What the exercise asks:
Go through the records below and return each line that has "where" in it.

Record excerpts:
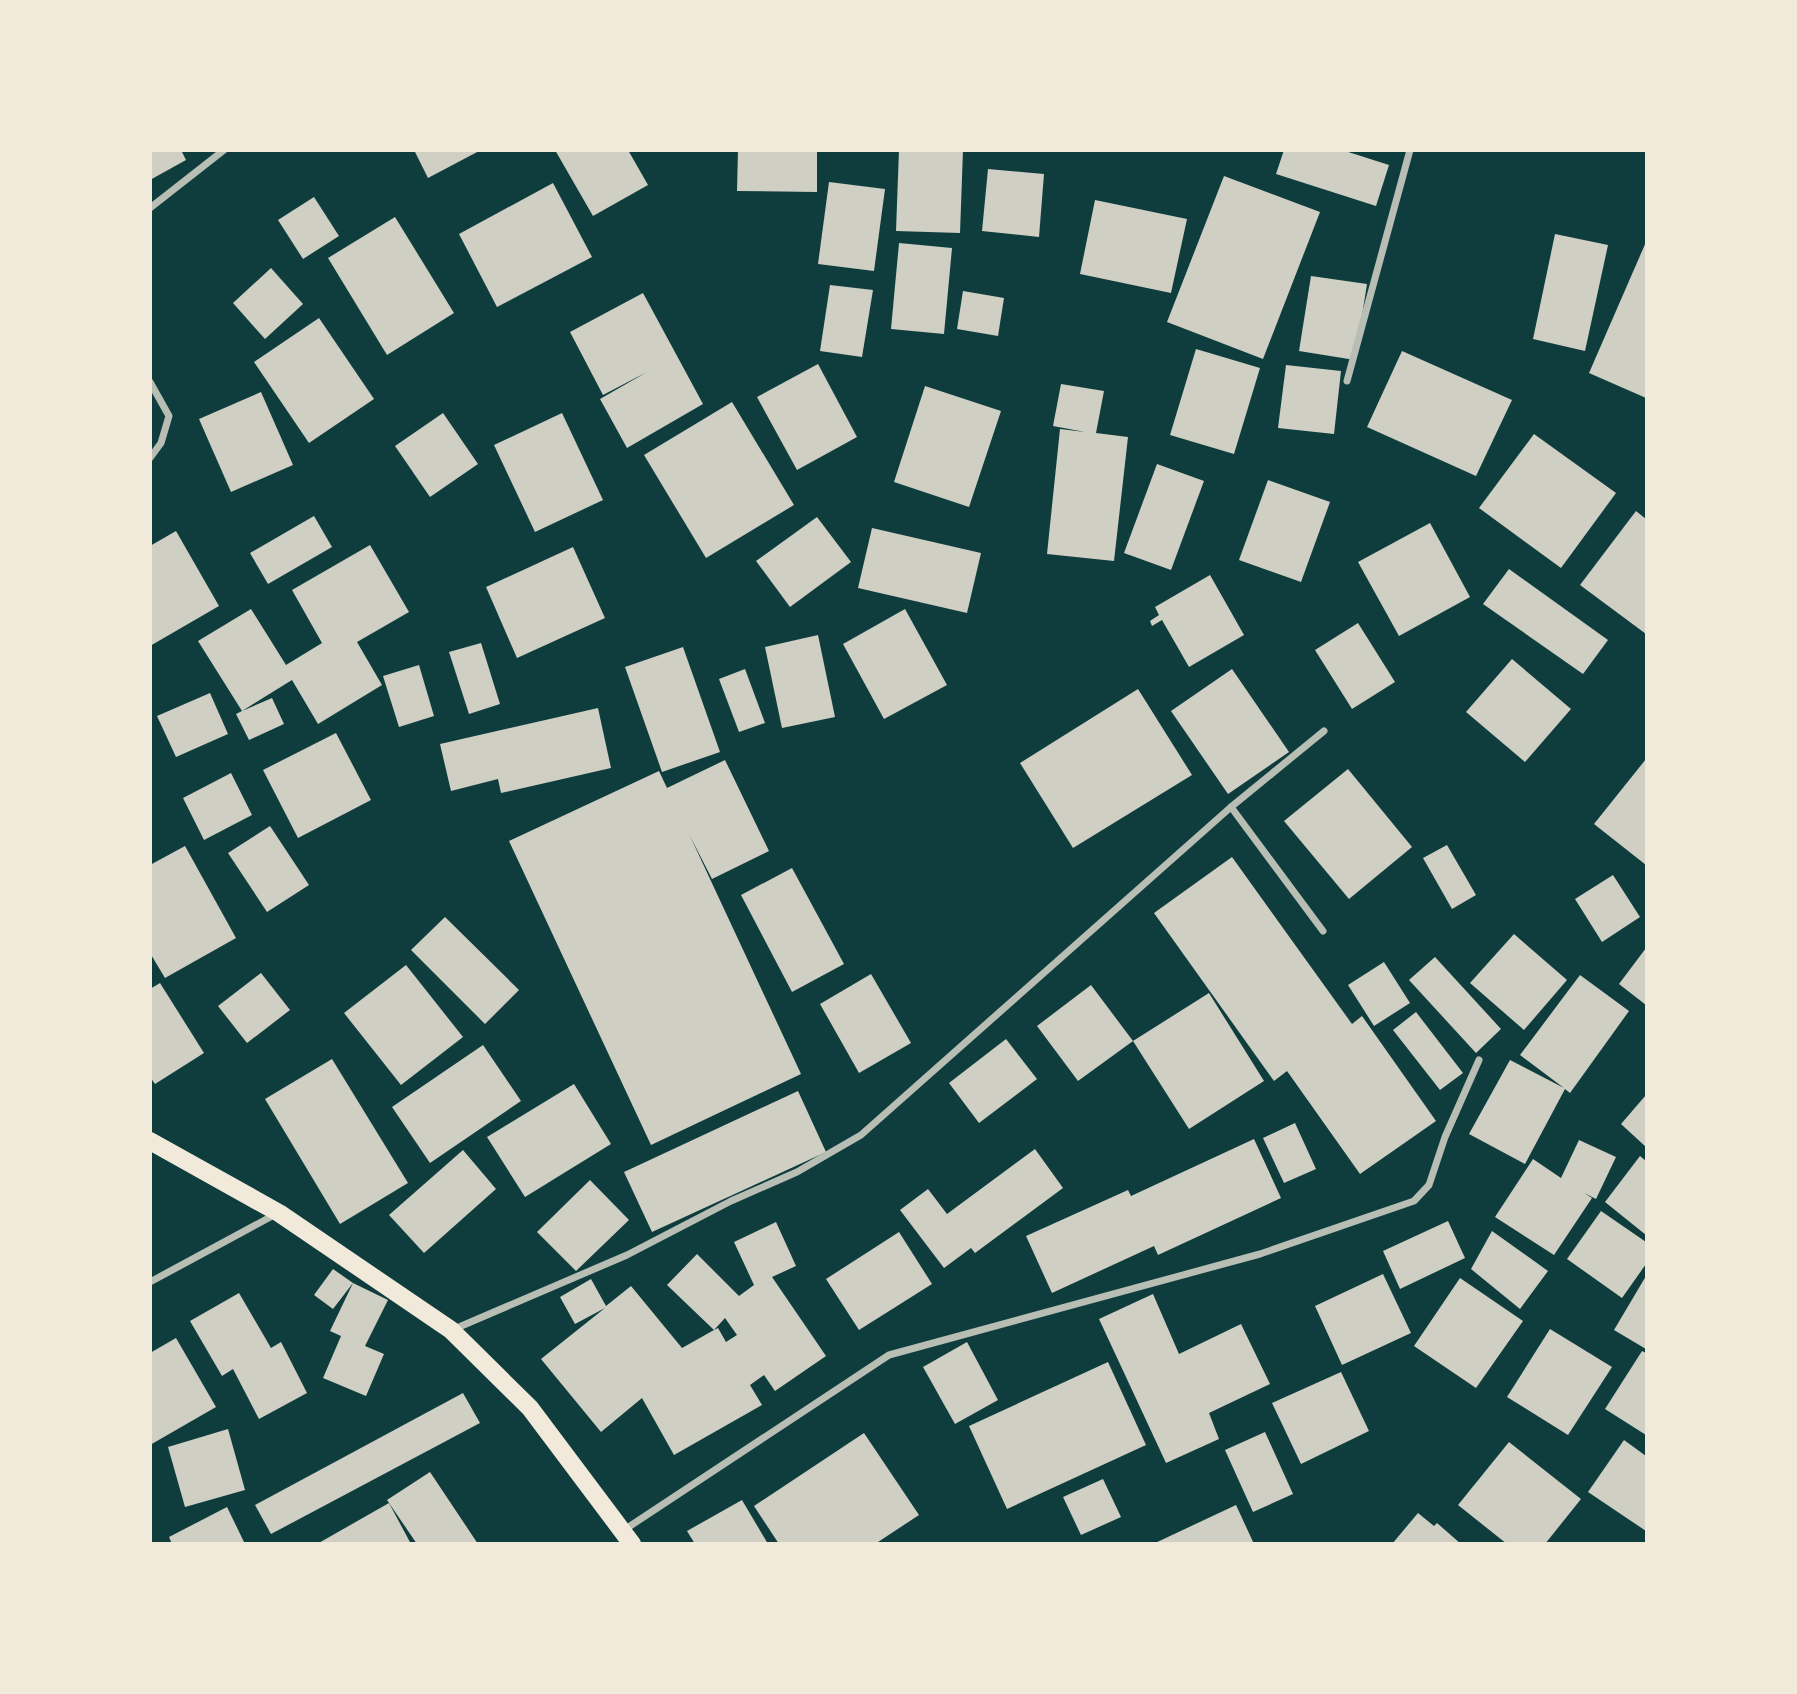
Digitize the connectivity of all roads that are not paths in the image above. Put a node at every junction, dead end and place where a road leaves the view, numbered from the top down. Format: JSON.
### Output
{"nodes":[{"id":1,"x":224,"y":150,"type":"edge"},
{"id":2,"x":1410,"y":150,"type":"edge"},
{"id":3,"x":150,"y":208,"type":"edge"},
{"id":4,"x":150,"y":382,"type":"edge"},
{"id":5,"x":1347,"y":382,"type":"dead end"},
{"id":6,"x":150,"y":458,"type":"edge"},
{"id":7,"x":1324,"y":732,"type":"dead end"},
{"id":8,"x":1231,"y":807,"type":"junction"},
{"id":9,"x":1323,"y":931,"type":"dead end"},
{"id":10,"x":1479,"y":1060,"type":"dead end"},
{"id":11,"x":150,"y":1141,"type":"edge"},
{"id":12,"x":279,"y":1213,"type":"junction"},
{"id":13,"x":150,"y":1282,"type":"edge"},
{"id":14,"x":451,"y":1330,"type":"junction"},
{"id":15,"x":628,"y":1537,"type":"edge"}],
"edges":[{"from":1,"to":3,"type":"street"},
{"from":2,"to":5,"type":"street"},
{"from":4,"to":6,"type":"street"},
{"from":7,"to":8,"type":"street"},
{"from":8,"to":9,"type":"street"},
{"from":8,"to":14,"type":"street"},
{"from":10,"to":15,"type":"street"},
{"from":11,"to":12,"type":"main road"},
{"from":12,"to":13,"type":"street"},
{"from":12,"to":14,"type":"main road"},
{"from":14,"to":15,"type":"main road"}]}
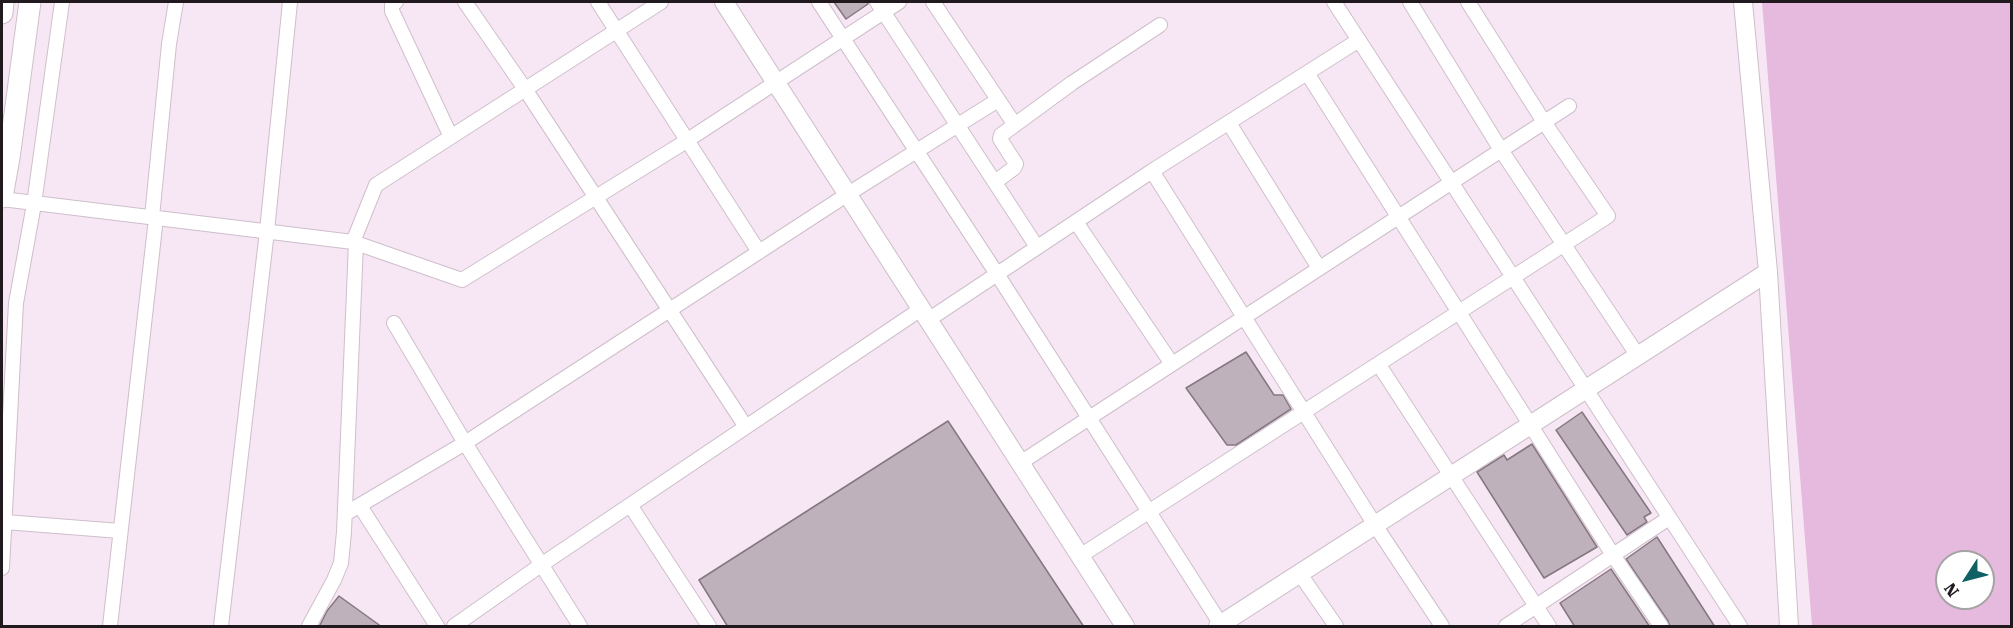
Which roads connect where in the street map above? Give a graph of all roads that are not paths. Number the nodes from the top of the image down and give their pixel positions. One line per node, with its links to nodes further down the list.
1 (3, 2): 19 (main road)
2 (30, 2): 41 (main road)
3 (62, 2): 43 (street)
4 (176, 2): 45 (street)
5 (290, 2): 47 (street)
6 (396, 2): 33 (street)
7 (465, 2): 26 (street)
8 (598, 2): 21 (street)
9 (661, 2): 21 (street)
10 (724, 2): 25 (street)
11 (819, 2): 22 (street)
12 (898, 2): 18 (street)
13 (933, 2): 27 (street)
14 (1334, 2): 23 (street)
15 (1410, 2): 36 (street)
16 (1467, 2): 29 (street)
17 (1743, 2): 53 (street)
18 (881, 6): 22 (street); 31 (street)
19 (2, 14)
20 (1160, 26): 32 (street)
21 (616, 30): 26 (street); 34 (street)
22 (843, 38): 25 (street); 35 (street)
23 (1359, 40): 24 (street); 39 (street)
24 (1307, 73): 30 (street); 44 (street)
25 (776, 82): 34 (street); 40 (street)
26 (525, 89): 33 (street); 42 (street)
27 (998, 100): 31 (street); 32 (street)
28 (1569, 106): 29 (street)
29 (1544, 122): 36 (street); 49 (street)
30 (1229, 123): 37 (street); 52 (street)
31 (957, 124): 35 (street); 38 (street)
32 (1015, 125): 38 (street)
33 (451, 137): 48 (street)
34 (687, 140): 42 (street); 51 (street)
35 (916, 150): 40 (street); 54 (street)
36 (1501, 150): 39 (street); 49 (street)
37 (1152, 171): 46 (street); 59 (street)
38 (995, 182): 50 (street)
39 (1451, 182): 44 (street); 55 (street)
40 (848, 194): 51 (street); 58 (street)
41 (2, 198): 43 (street)
42 (595, 198): 48 (street); 56 (street)
43 (34, 204): 45 (street); 77 (street)
44 (1398, 216): 52 (street); 57 (street)
45 (154, 218): 47 (street); 79 (street)
46 (1076, 222): 50 (street); 62 (street)
47 (267, 231): 48 (street); 88 (street)
48 (354, 242): 75 (street)
49 (1563, 245): 55 (street); 61 (street)
50 (1037, 247): 54 (street)
51 (759, 252): 56 (street)
52 (1319, 268): 59 (street)
53 (1768, 272): 61 (street); 101 (street)
54 (997, 274): 58 (street); 66 (street)
55 (1514, 278): 57 (street); 64 (street)
56 (668, 311): 68 (street); 69 (street)
57 (1459, 313): 63 (street); 67 (street)
58 (925, 314): 68 (street); 70 (street)
59 (1244, 317): 62 (street); 65 (street)
60 (393, 323): 69 (street)
61 (1638, 356): 64 (street)
62 (1172, 364): 66 (street)
63 (1379, 365): 65 (street); 71 (street)
64 (1586, 389): 67 (street); 76 (street)
65 (1304, 413): 74 (street); 78 (street)
66 (1089, 418): 70 (street); 74 (street)
67 (1530, 425): 71 (street); 80 (street)
68 (746, 427): 72 (street)
69 (465, 443): 73 (street); 82 (street)
70 (1020, 463): 81 (street)
71 (1451, 477): 78 (street); 85 (street)
72 (630, 505): 82 (street); 93 (street)
73 (360, 506): 75 (street); 90 (street)
74 (1149, 512): 81 (street); 86 (street)
75 (345, 514): 89 (street)
76 (1669, 518): 80 (street); 100 (street)
77 (5, 522): 79 (street); 83 (street)
78 (1375, 525): 84 (street); 96 (street)
79 (120, 531): 87 (street)
80 (1613, 555): 85 (street); 99 (street)
81 (1080, 556): 94 (street)
82 (541, 565): 91 (street); 92 (street)
83 (2, 568)
84 (1300, 574): 86 (street); 95 (street)
85 (1536, 606): 97 (street); 98 (street)
86 (1220, 626)
87 (110, 627)
88 (221, 627)
89 (309, 627)
90 (437, 627)
91 (454, 627)
92 (580, 627)
93 (709, 627)
94 (1125, 627)
95 (1336, 627)
96 (1442, 627)
97 (1506, 627)
98 (1549, 627)
99 (1661, 627)
100 (1740, 627)
101 (1790, 627)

Task output:
Digitize the connectivity of all roads that are not paths in the image above. Put a node at every junction, dead end and place where a road leaves the view, numbered from the top down. Format: JSON.
Which roads connect where in the street map above? Give a graph of all roads that are not paths. Number the nodes from the top of the image down and give their pixel positions. One line per node, with its links to nodes further down the list.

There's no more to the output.